The under-"L" parking that expands into former residential lots is "ugly," poorly maintained and diminishing property values on the 3200 block of North Wilton Avenue by billowing dust onto homes, neighbors say.

"It looks like an abandoned lot that some slum lord isn't maintaining," said Terri Hanley, the president of the 3200 North Wilton Block Club. 

The CTA bought eight parcels with homes on the block during Brown Line renovations in 2007, and the block club was told the residential properties would go up for sale in 2009, according to a flier Hanley kept from a meeting at the time.

But 2009 came and went, and the property never went on the market, instead transforming into a gravel lot parking that neighbors say diminishes home value. One home of the east side of the street went down in value by 25 percent, or nearly $150,000, Hanley said.

Though city parking lots must generally abide by maintenance rules, an old ordinance exempts CTA from them, driving resentment from neighbors who say the poor quality of the lot impacts homes.

"They put the world’s cheapest gravel, so all day long, dust billows into our houses," said Ellen Hughes, a resident of the 3200 block of North Wilton. "All day long."

One fix: Local leaders plan to beautify the strip of land right outside the CTA's property, an area between a wrought-iron fence and the sidewalk. It's owned by the city and currently covered with gravel and weeds.

Ald. Tom Tunney (44th), Central Lakeview Merchants and officials in charge of a special service area taxing district are collaborating on potential plans, including adding more evergreen bushes and paving the area to add more sidewalk or transforming it into a mini-dog park, according to Tunney's office and merchants association executive director Gus Isacson.

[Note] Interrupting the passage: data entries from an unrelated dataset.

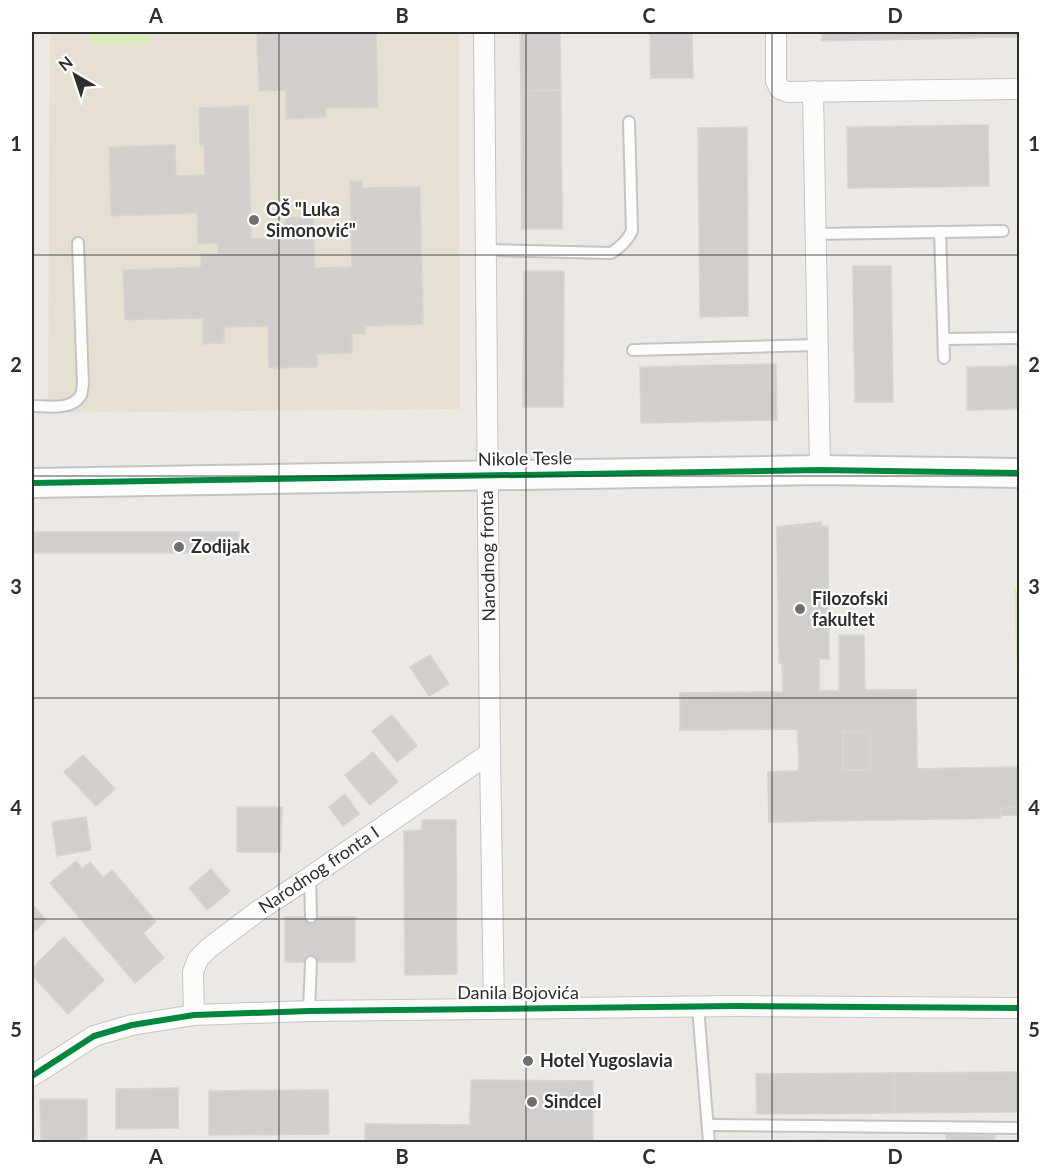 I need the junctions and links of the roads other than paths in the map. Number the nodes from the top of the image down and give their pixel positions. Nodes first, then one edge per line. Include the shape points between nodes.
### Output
1 (484, 32) edge
2 (776, 32) edge
3 (1020, 89) edge
4 (813, 91) junction
5 (628, 122) dead end
6 (1003, 231) dead end
7 (940, 232) junction
8 (815, 234) junction
9 (78, 243) dead end
10 (486, 250) junction
11 (1020, 338) edge
12 (944, 339) junction
13 (818, 345) junction
14 (633, 350) dead end
15 (944, 358) dead end
16 (32, 406) edge
17 (820, 470) junction
18 (1020, 473) edge
19 (487, 475) junction
20 (32, 483) edge
21 (490, 753) junction
22 (310, 877) junction
23 (312, 917) dead end
24 (311, 962) dead end
25 (698, 1007) junction
26 (494, 1008) junction
27 (1020, 1008) edge
28 (309, 1011) junction
29 (194, 1015) junction
30 (32, 1076) edge
31 (709, 1125) junction
32 (1020, 1128) edge
33 (709, 1143) edge

1 - 10 street, Narodnog fronta
2 - 4 street via 776,81 780,89
3 - 4 street
4 - 8 street
5 - 10 lane via 632,231 620,247 611,253
6 - 7 lane
7 - 8 lane
7 - 12 lane
8 - 13 street
9 - 16 lane via 81,395 67,406
10 - 19 street, Narodnog fronta
11 - 12 lane
12 - 15 lane
13 - 14 lane
13 - 17 street
17 - 18 street, Nikole Tesle
17 - 19 street, Nikole Tesle
19 - 20 street, Nikole Tesle
19 - 21 street, Narodnog fronta
21 - 22 street, Narodnog fronta I
21 - 26 street, Narodnog fronta
22 - 23 lane
22 - 29 street, Narodnog fronta I via 258,911 198,959 193,972
24 - 28 lane
25 - 26 street, Danila Bojovića
25 - 27 street, Danila Bojovića
25 - 31 lane
26 - 28 street, Danila Bojovića
28 - 29 street, Danila Bojovića
29 - 30 street, Danila Bojovića via 94,1036
31 - 32 lane
31 - 33 lane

More greenery will "cover the view" of the gravel lot, said Sougata Deb, Tunney's director of infrastructure and special projects. Specifics on the plan or financing have not yet been determined, but the hope is to reach a plan that requires little maintenance, he said.

The CTA is also willing to contribute financially to the project, Jeff Wilson, CTA's government and community relations, said at a recent Hawthorne Neighbors meeting.

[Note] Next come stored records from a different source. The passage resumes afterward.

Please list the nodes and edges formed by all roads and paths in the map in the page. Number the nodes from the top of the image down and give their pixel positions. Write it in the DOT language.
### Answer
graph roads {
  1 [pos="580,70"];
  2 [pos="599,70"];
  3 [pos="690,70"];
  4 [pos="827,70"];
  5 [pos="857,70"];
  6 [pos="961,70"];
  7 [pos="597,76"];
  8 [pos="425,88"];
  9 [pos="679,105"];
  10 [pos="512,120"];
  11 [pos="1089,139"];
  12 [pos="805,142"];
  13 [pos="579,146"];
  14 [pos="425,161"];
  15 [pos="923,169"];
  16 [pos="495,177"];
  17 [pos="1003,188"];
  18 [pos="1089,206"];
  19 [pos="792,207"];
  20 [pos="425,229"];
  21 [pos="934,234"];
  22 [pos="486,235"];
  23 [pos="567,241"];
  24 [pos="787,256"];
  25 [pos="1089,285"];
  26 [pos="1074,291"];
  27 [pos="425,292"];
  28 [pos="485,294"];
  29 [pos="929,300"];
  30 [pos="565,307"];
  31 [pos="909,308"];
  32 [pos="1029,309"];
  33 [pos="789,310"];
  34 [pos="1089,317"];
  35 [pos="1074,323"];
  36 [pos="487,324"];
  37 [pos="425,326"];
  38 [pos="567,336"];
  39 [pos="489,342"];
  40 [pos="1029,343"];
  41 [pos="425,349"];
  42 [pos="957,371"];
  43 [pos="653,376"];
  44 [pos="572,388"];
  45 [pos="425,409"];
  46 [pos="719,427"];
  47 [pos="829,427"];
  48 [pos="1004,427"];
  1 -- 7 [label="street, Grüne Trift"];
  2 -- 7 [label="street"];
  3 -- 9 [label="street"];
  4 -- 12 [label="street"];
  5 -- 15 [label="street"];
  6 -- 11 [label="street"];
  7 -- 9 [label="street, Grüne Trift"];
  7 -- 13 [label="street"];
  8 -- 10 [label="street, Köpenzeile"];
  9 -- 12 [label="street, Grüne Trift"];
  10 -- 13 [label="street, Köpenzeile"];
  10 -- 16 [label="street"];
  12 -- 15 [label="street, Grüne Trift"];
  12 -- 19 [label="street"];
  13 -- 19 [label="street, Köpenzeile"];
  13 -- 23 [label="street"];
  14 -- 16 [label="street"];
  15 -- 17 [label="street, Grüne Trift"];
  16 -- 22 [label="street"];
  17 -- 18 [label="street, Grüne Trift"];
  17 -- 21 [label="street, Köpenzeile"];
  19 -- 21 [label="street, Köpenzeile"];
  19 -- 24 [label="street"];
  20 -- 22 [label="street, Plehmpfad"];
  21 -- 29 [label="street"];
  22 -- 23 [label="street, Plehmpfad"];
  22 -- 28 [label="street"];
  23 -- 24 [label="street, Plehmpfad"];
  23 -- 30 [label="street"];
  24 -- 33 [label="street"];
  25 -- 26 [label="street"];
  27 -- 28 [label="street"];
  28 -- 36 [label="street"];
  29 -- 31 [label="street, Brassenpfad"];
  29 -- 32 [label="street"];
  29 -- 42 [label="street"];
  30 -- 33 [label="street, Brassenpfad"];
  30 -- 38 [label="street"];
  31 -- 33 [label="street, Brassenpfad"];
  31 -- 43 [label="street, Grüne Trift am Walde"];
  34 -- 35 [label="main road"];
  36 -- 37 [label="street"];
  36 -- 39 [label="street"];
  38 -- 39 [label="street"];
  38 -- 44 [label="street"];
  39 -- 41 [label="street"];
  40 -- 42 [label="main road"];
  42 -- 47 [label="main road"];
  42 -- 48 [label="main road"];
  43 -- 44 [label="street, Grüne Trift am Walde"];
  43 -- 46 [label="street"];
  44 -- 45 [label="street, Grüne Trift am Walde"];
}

"I'm here to tell you we're committed to helping," Wilson said. "CTA does not own that property."

But beyond the beautification of the strip, dozens of residents submitted a petition this month asking the CTA to force Central Parking Systems, which runs the lot to keep cars parked under the L, with a fence to keep them from parking any further, the petition asks.

Hanley, who is leading the effort, said last winter she realized after meetings with the CTA, including with president Forrest Claypool, that the organization was "dragging their feet" with the property.

With more plans for the Red Line in the future that might require the property, she does not expect the CTA to sell it in the near future, like the agency originally agreed, she said.

But "they need to compromise a little," she said.

Wilson told neighbors that he's read the petition and that the CTA is evaluating it, he said. The CTA will listen to any problems the neighbors have, he said.

"I’m very responsive to the community’s requests," he said. "The news may not always be good news. I am responsive and your message will not fall on deaf ears."